● Problem to work on
Would you copy out, exactly as written, each line from the one containing "pinky dip: (818, 1108)" to the end of the records below?

**** Dataset records ****

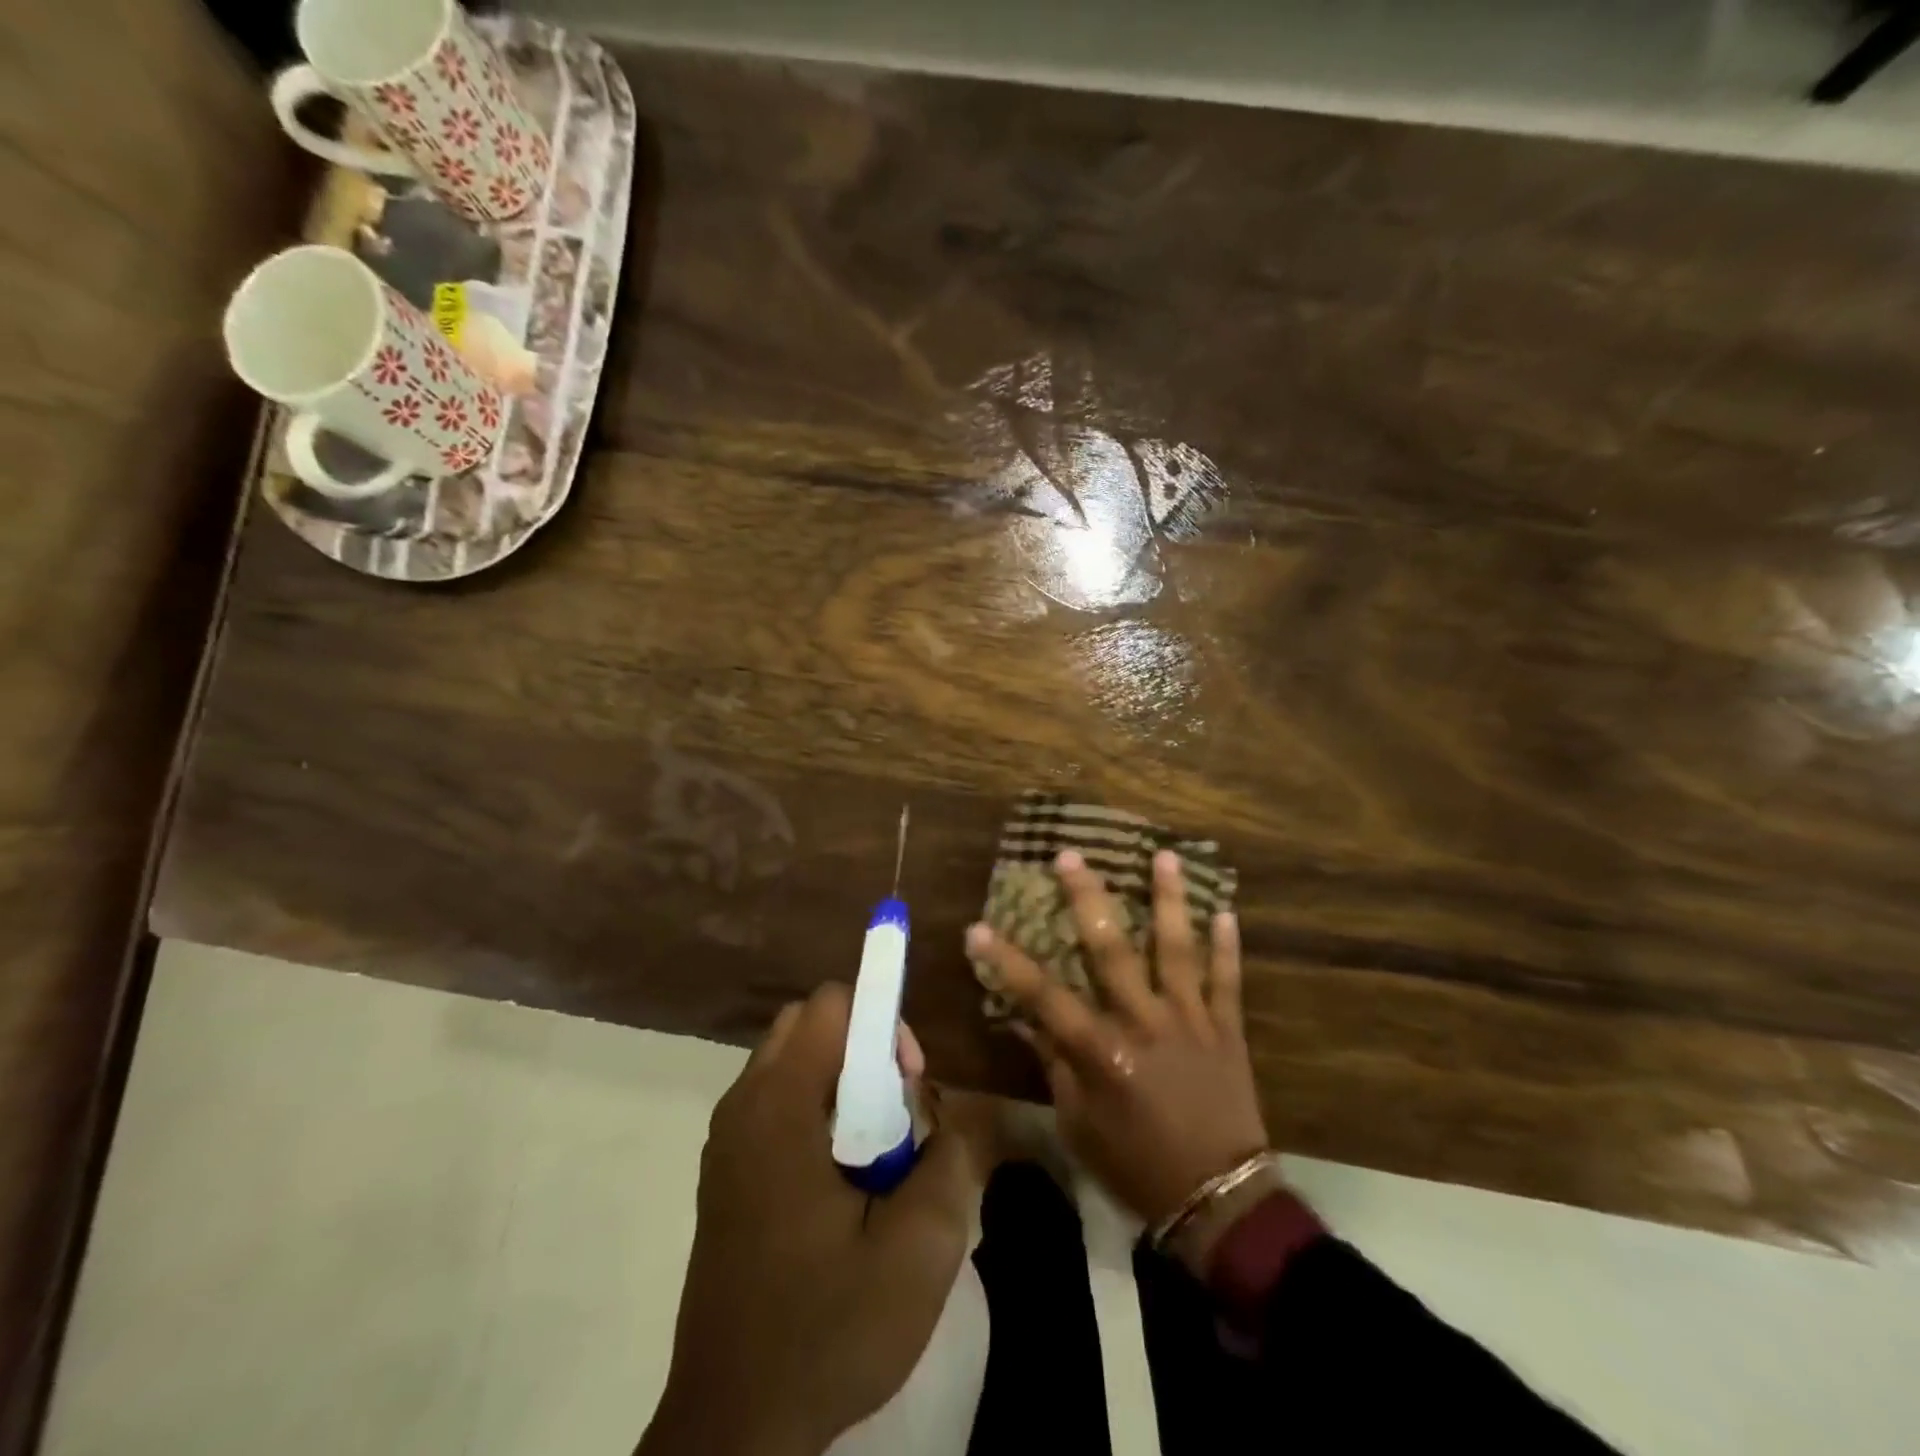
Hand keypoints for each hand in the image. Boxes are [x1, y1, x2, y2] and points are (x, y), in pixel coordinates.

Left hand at [640, 985, 980, 1455]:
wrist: (734, 1428)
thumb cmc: (826, 1330)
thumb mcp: (919, 1251)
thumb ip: (949, 1160)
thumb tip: (945, 1120)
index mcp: (779, 1107)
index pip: (831, 1004)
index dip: (882, 1023)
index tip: (911, 1081)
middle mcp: (743, 1106)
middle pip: (808, 1024)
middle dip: (864, 1045)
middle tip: (899, 1109)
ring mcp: (727, 1140)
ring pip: (792, 1061)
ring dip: (842, 1078)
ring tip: (877, 1147)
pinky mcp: (726, 1172)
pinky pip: (777, 1101)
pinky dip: (818, 1108)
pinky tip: (843, 1178)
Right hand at [966, 850, 1268, 1250]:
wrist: (1218, 1199)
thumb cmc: (1136, 1165)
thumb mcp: (1079, 1124)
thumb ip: (1055, 1065)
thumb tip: (1029, 1020)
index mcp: (1101, 1052)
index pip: (1042, 996)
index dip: (1006, 962)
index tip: (977, 928)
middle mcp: (1143, 1023)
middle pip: (1110, 950)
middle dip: (1087, 899)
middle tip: (1070, 856)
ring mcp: (1189, 1020)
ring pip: (1177, 949)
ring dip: (1169, 901)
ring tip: (1166, 856)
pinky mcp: (1226, 1029)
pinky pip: (1227, 981)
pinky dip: (1228, 947)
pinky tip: (1226, 911)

****

● Written response
pinky dip: (818, 1108)
pinky tip: (843, 1178)
Right hand at [966, 850, 1268, 1250]:
wrist: (1218, 1199)
thumb cmc: (1136, 1165)
thumb mcp: (1079, 1124)
thumb ip: (1055, 1065)
thumb tip: (1029, 1020)
index mcp: (1101, 1052)
index pip: (1042, 996)
index dip: (1006, 962)
index tip: (977, 928)
middle mcp: (1143, 1023)
middle pip: (1110, 950)
middle dip: (1087, 899)
middle tip: (1070, 856)
ring mcp: (1189, 1020)
ring pip: (1177, 949)
ring dip: (1169, 901)
ring tip: (1166, 856)
pinky mcp: (1226, 1029)
pinky pip: (1227, 981)
pinky dip: (1228, 947)
pinky tip: (1226, 911)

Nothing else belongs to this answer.